Most everyone agreed that technical capabilities — particularly AI-related skillsets — are evolving too quickly to treat as static targets in talent acquisition. And that organizations hiring too narrowly for these AI tools may be making a strategic misstep.
Instead, participants stressed the importance of “durable” traits, such as:
Learning agility;
Coachability;
Dependability;
Logical thinking;
Resilience; and
A bias toward progress over perfection (what one participant described as “steady piloting”).
These attributes are becoming more operationally and strategically important in an era of AI “workslop”: AI-generated content that appears polished but lacks real substance. Recent research from BetterUp Labs and Stanford found that 41% of workers have encountered such AI-generated output, costing nearly two hours of rework per instance and creating downstream productivity, trust, and collaboration issues. In this environment, the most impactful workers are also the most discerning — people who know what to delegate to AI and what to keep human.

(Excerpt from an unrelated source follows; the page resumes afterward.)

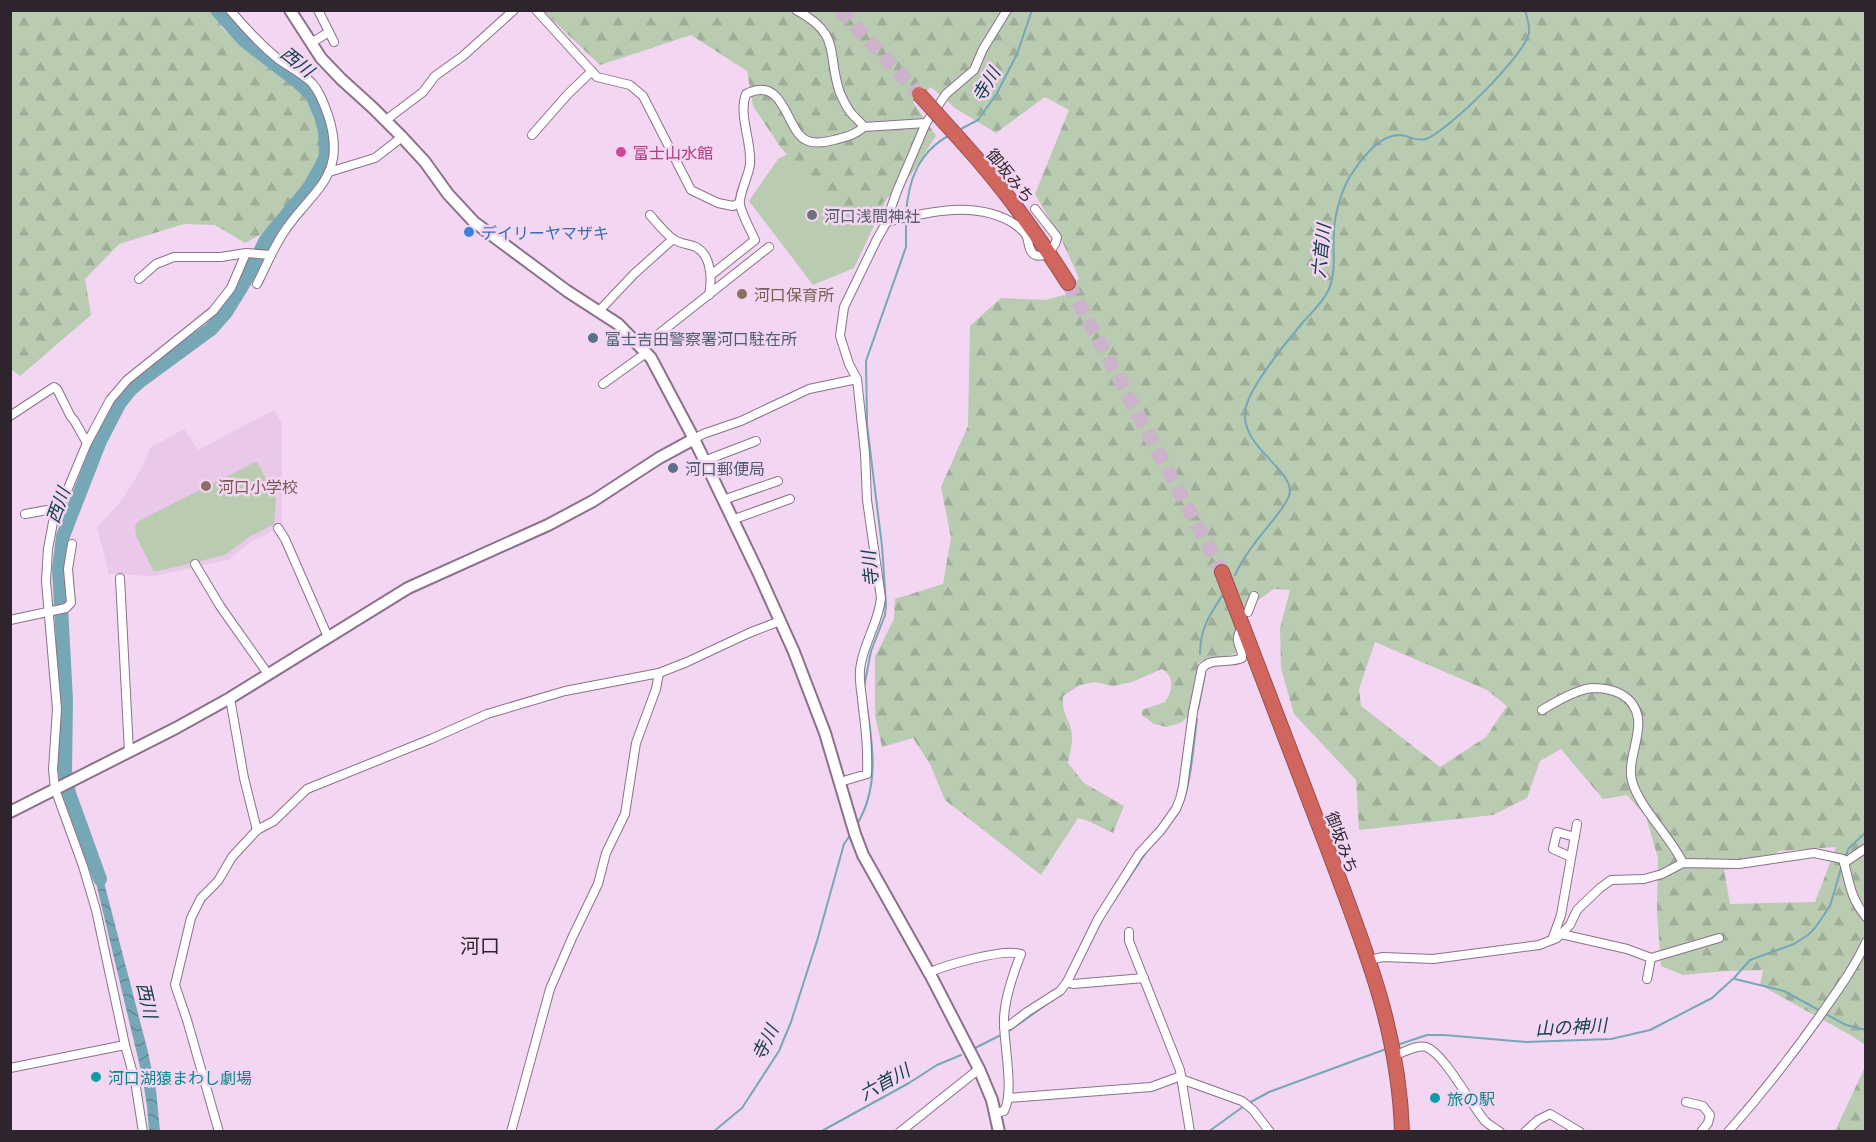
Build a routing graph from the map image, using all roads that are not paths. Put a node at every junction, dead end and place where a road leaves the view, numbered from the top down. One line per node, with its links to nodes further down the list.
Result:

So, what are the implications for hiring and development?
Most in the room agreed that traditional signals — degrees, certifications, narrowly defined technical skills — are becoming less predictive of long-term performance. Several participants described shifting toward experiential interviews that test one’s adaptability and initiative in real time. Others are rethinking onboarding and early-career development to focus on developing resilience through stretch assignments and coaching.

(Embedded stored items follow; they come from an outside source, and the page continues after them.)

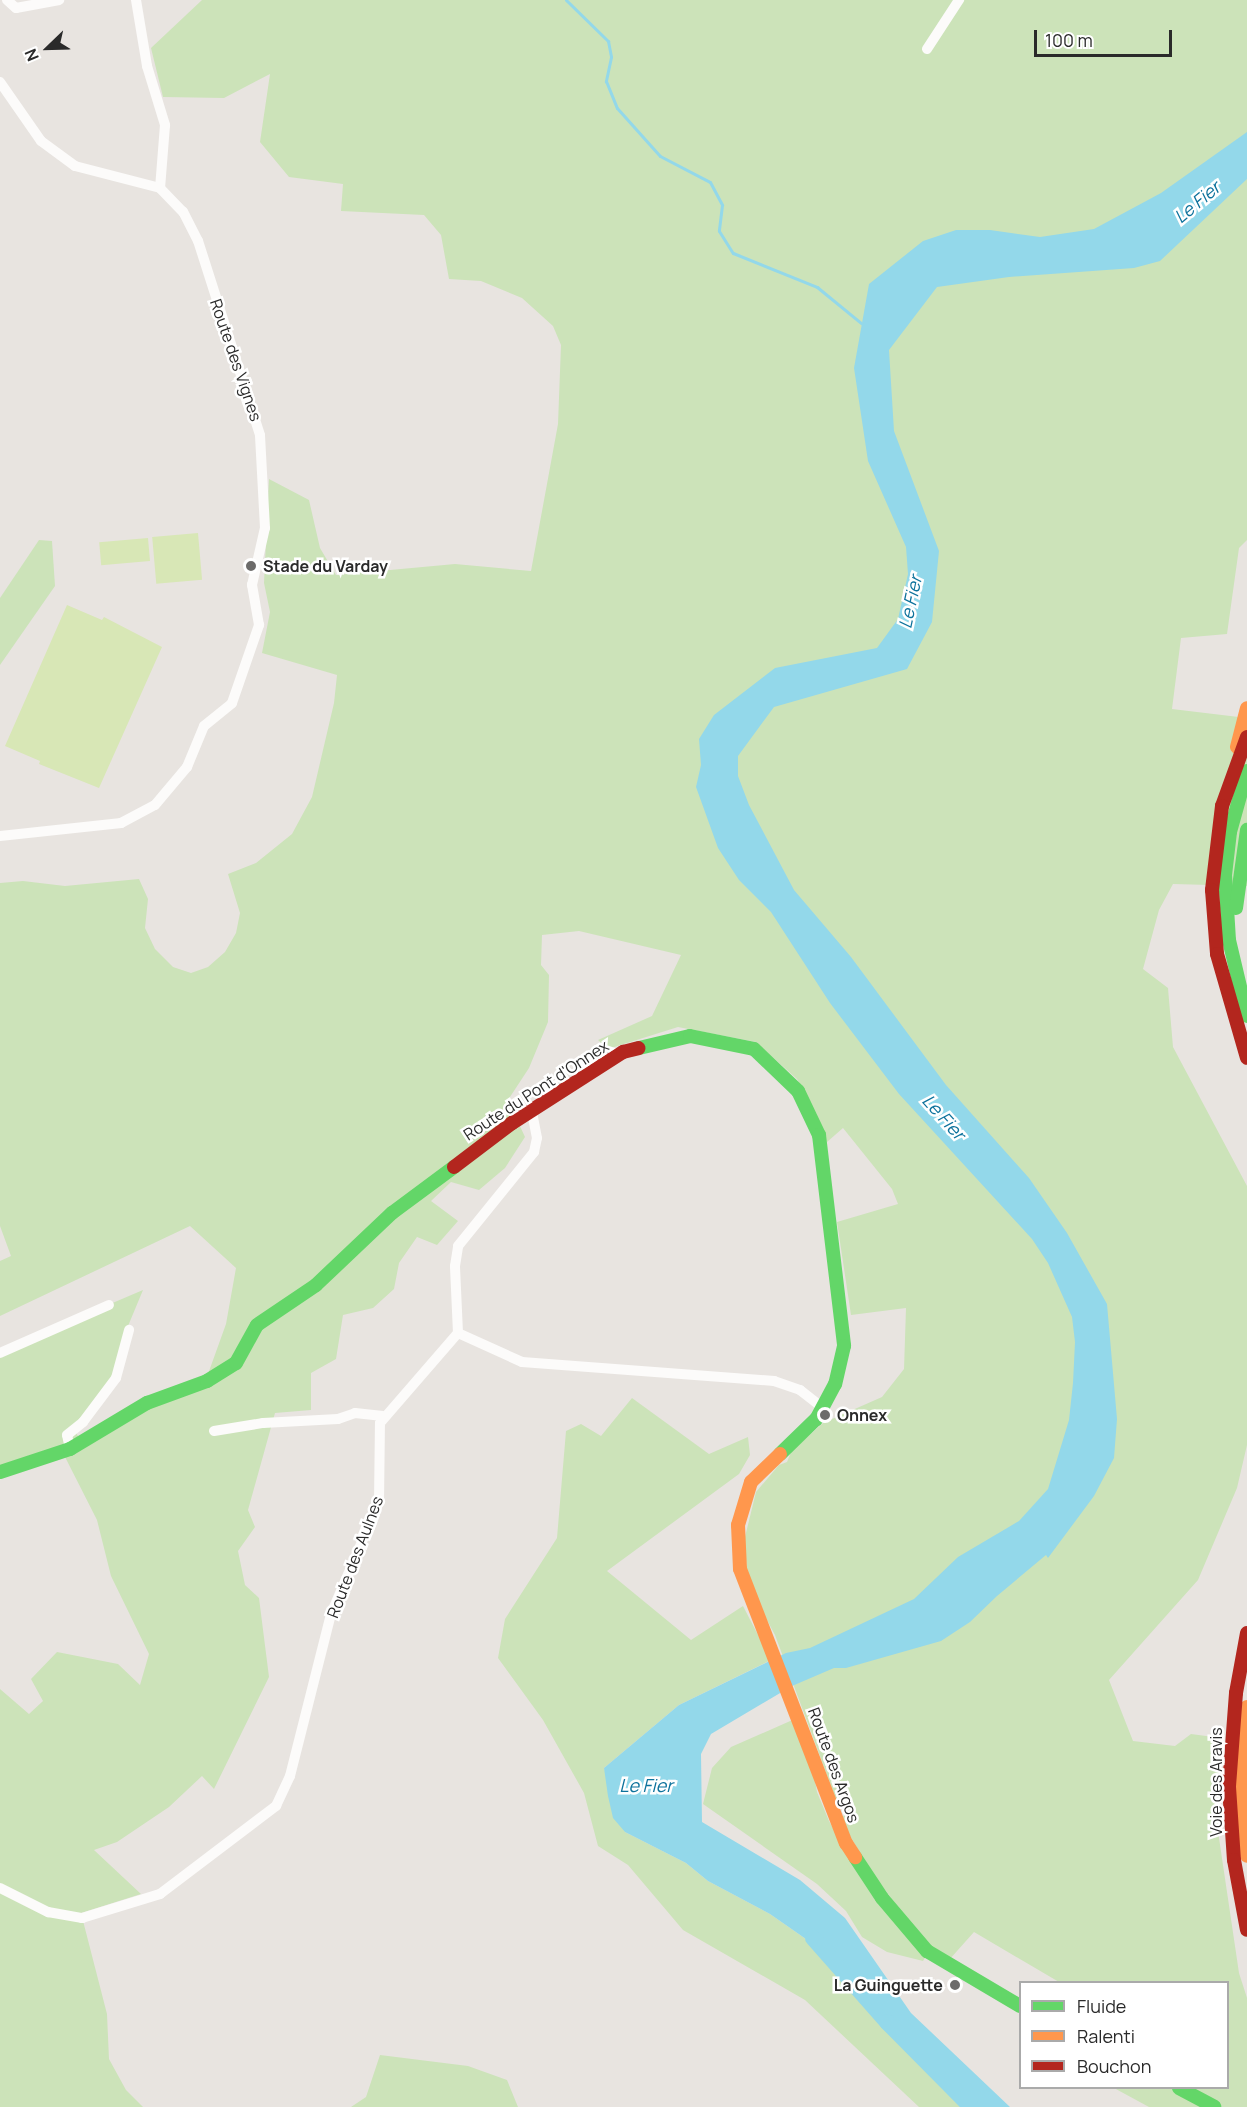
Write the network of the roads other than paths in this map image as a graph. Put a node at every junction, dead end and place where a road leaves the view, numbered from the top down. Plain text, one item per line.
1 (7, 0) edge
2 (59, 0) edge
3 (136, 0) edge
4 (959, 0) edge
5 (927, 49) dead end
6 (0, 82) edge
7 (160, 188) junction
8 (1247, 708) edge
9 (1247, 738) edge
10 (1247, 771) edge
11 (1228, 786) junction
12 (1247, 830) edge
13 (0, 836) edge
14 (1245, 1011) edge
15 (1247, 1058) edge
16 (532, 1113) junction
17 (109, 1305) dead end
18 (129, 1330) dead end
19 (458, 1333) junction
20 (0, 1353) edge
21 (823, 1408) junction
22 (383, 1416) junction
23 (214, 1431) dead end
24 (70, 1449) junction
25 (0, 1472) edge
26 (1247, 1633) edge
27 (768, 1640) joint
28 (1247, 1707) edge
29 (1247, 1856) edge
30 (0, 1888) edge
31 (1247, 1930) edge
32 (1019, 2005) edge
33 (1181, 2089) edge
34 (1214, 2107) edge

1 - 2 street
3 - 7 street
4 - 5 street
6 - 7 street
7 - 13 street, Route des Vignes
8 - 11 main road
9 - 11 main road
10 - 14 main road
11 - 15 main road
12 - 14 main road
16 - 19 street
16 - 21 main road, Route du Pont d'Onnex
16 - 24 main road, Route du Pont d'Onnex
17 - 20 street
18 - 24 street
19 - 21 street
19 - 22 street
21 - 27 main road, Route du Pont d'Onnex
22 - 23 street
22 - 30 street, Route des Aulnes
24 - 25 main road, Route du Pont d'Onnex
26 - 31 main road, Voie des Aravis
27 - 32 main road, Route des Argos
28 - 29 main road, Voie des Aravis
33 - 34 main road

The takeaway: The organizations best positioned to succeed in the next 18 to 36 months will be those that eschew perfect skills-forecasting (which we know is not possible) in favor of institutionalizing adaptability. That means embedding learning agility, judgment, and resilience into the fabric of how we hire, develop, and lead.
2. Rethink early-career and frontline pathways.

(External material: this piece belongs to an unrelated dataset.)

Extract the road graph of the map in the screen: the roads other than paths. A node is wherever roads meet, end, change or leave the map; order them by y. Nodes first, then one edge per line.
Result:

If adaptability is our new primary goal, access is one of the biggest challenges we need to solve.
As we know, the traditional proving grounds for talent — think entry-level roles, rotational programs, junior-analyst tracks — are narrowing or disappearing altogether. AI is absorbing routine tasks that once trained new hires; rotational programs are becoming more selective; and youth unemployment remains stubbornly high in both the U.S. and the U.K. This has led to, as several participants called out, the “shrinking frontline worker” and a simultaneous erosion of early-career on-ramps into the workforce.
So, how should companies respond? Participants highlighted two actions:
First, early-career investment should shift from broad exposure to targeted capability building. Aligning internships and rotational programs with critical functions will strengthen the leadership bench in areas of highest strategic value while ensuring frontline roles remain viable pathways rather than dead ends.
Second, employers should start recruiting people earlier in their lives and careers. Healthcare systems and manufacturers are already offering immersive “world-of-work” programs in middle and high school. These initiatives expose students to real work earlier, demystify pathways to growth, and stoke career aspirations, particularly for roles that have historically been filled through frontline experience.
The takeaway: In an AI-accelerated labor market, waiting until candidates are “job-ready” is no longer viable. Whether preparing frontline employees for advancement or designing early-career pipelines, we must shape exposure, aspiration, and access long before the application stage.
3. Work together to solve problems.
The most forward-looking moment of the day’s conversation came when the group started talking about working collectively. One participant posed an interesting question: What if six companies formed a consortium and guaranteed employability across them?
The question radically shifted the group’s thinking. We discussed the possibility of “cross-company” rotations, credentials that can be shared between organizations, and employer-led coalitions that work with universities to modernize their curricula. We also delved into regulatory barriers in healthcare and the need for collective pressure to unlock faster career pathways.
But a harder truth surfaced beneath it all: Our public workforce systems are not moving at the pace of AI-driven change. Across the country, employers are creating high-quality jobs in sectors such as advanced manufacturing, healthcare, logistics, and technology. Yet the systems designed to help workers prepare for these roles are struggling to keep pace. States are stretched thin; employers lack a trusted way to verify skills and track learning outcomes; and workers face a maze of potential career pathways with no sense of which programs lead to real opportunities.
One way companies can help the situation is by aligning around common standards, portable credentials, and outcomes. This will create momentum that no one organization can generate on its own. As one participant put it, “Think bigger than your organization.”
According to the Edelman Trust Barometer, employers remain among the most trusted institutions. That trust brings both responsibility and opportunity, particularly at a moment when workers are looking for clearer pathways and greater stability.
The takeaway: The organizations that think beyond their own walls will help shape the infrastructure that determines whether talent can adapt at scale.
Where this leads
Though the roundtable did not yield a single prescription, it clarified what’s at stake for all of us. Workforce strategy now turns on three shifts: building adaptability rather than chasing skills, investing in early pathways rather than reacting late, and coordinating across institutions rather than acting alone. The next five years will move faster than the last five. Organizations that prepare their people — and align with partners to do so at scale — will shape the change rather than catch up to it.